Security & Vulnerability Disclosure

We take security seriously and welcome responsible disclosure from security researchers. Help us keep Distil and our users secure.

Reporting Security Issues

If you discover a security vulnerability in Distil (including our web application, API, or integrations), please report it to:

hello@distilhq.com

Acknowledgment: Within 2 business days

Detailed response: Within 7 business days

Scope

Our vulnerability disclosure program covers the following:

Distil web application (distilhq.com)

Slack integration and OAuth flow

Linear, Jira, Zendesk, and Intercom integrations

API endpoints and webhooks

Authentication and authorization systems

Safe Harbor

We consider security research conducted in good faith to improve the security of our services.
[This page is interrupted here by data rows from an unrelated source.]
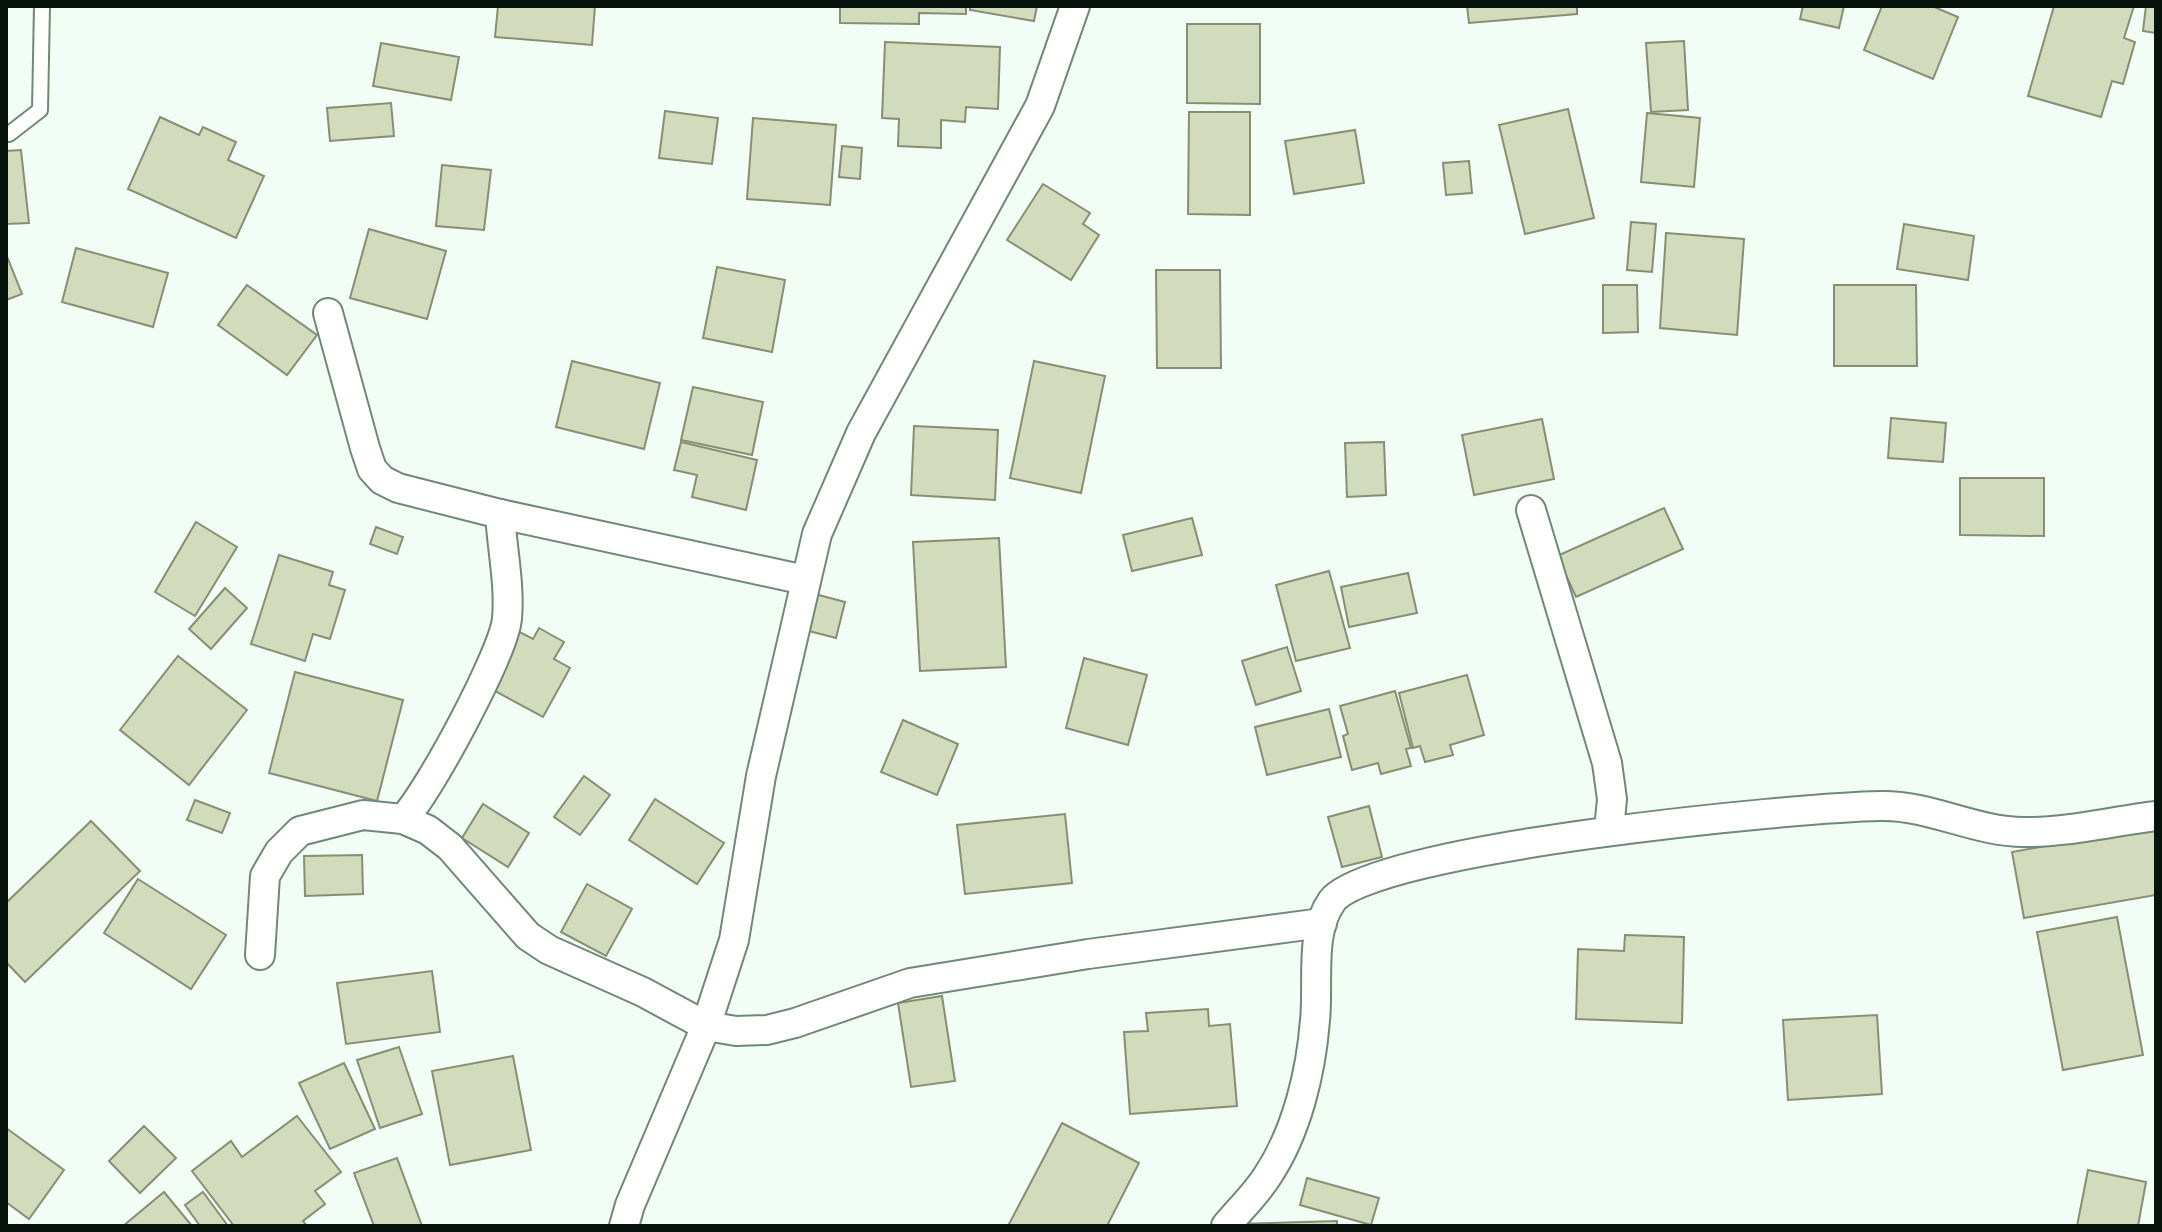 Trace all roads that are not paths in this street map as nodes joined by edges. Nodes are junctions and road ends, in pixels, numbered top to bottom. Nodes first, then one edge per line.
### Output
1 (42, 6) edge
2 (1075, 6) edge
3 (9, 134) dead end
4 (328, 313) dead end
5 (1531, 510) dead end
6 (500, 514) junction
7 (805, 580) junction
8 (2156, 816) edge
9 (403, 819) junction
10 (1609, 830) junction
11 (1322, 923) junction
12 (260, 955) dead end
13 (706, 1026) junction
14 (624, 1226) edge
15 (1226, 1226) edge

1 - 3 lane
2 - 7 street
4 - 6 street
5 - 10 street
6 - 7 street
6 - 9 street
7 - 13 street
8 - 10 street
9 - 12 street
9 - 13 street
10 - 11 street
11 - 13 street
11 - 15 street
13 - 14 street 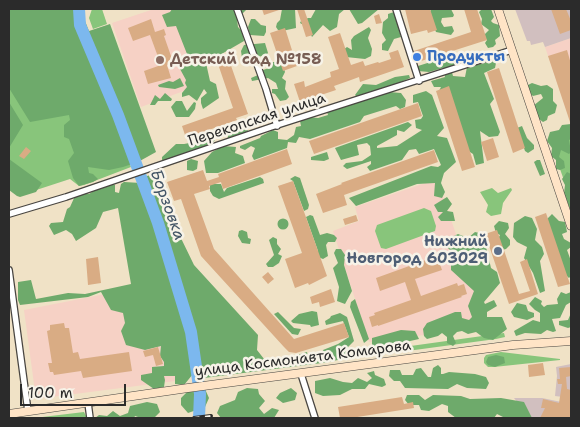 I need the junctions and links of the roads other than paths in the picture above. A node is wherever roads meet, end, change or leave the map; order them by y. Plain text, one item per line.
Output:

We will not pursue legal action against researchers who:

Report vulnerabilities privately to hello@distilhq.com

Do not access, modify, or delete user data beyond what is necessary to demonstrate the vulnerability

Do not disrupt our services or degrade the user experience

Make a good faith effort to avoid privacy violations and destruction of data

Out of Scope

The following activities are not covered by our vulnerability disclosure program:

×Denial of Service (DoS) or Distributed Denial of Service (DDoS) attacks

×Social engineering attacks against Distil employees or customers

×Physical attacks against Distil infrastructure or offices

×Spam or social engineering of other users

Disclosure Policy

We request that you do not publicly disclose vulnerabilities until we have had reasonable time to address them.

We aim to resolve critical vulnerabilities within 90 days of initial report. We will keep you informed of our progress throughout the remediation process and coordinate with you on public disclosure timing.

Thank you for helping keep Distil and our users secure.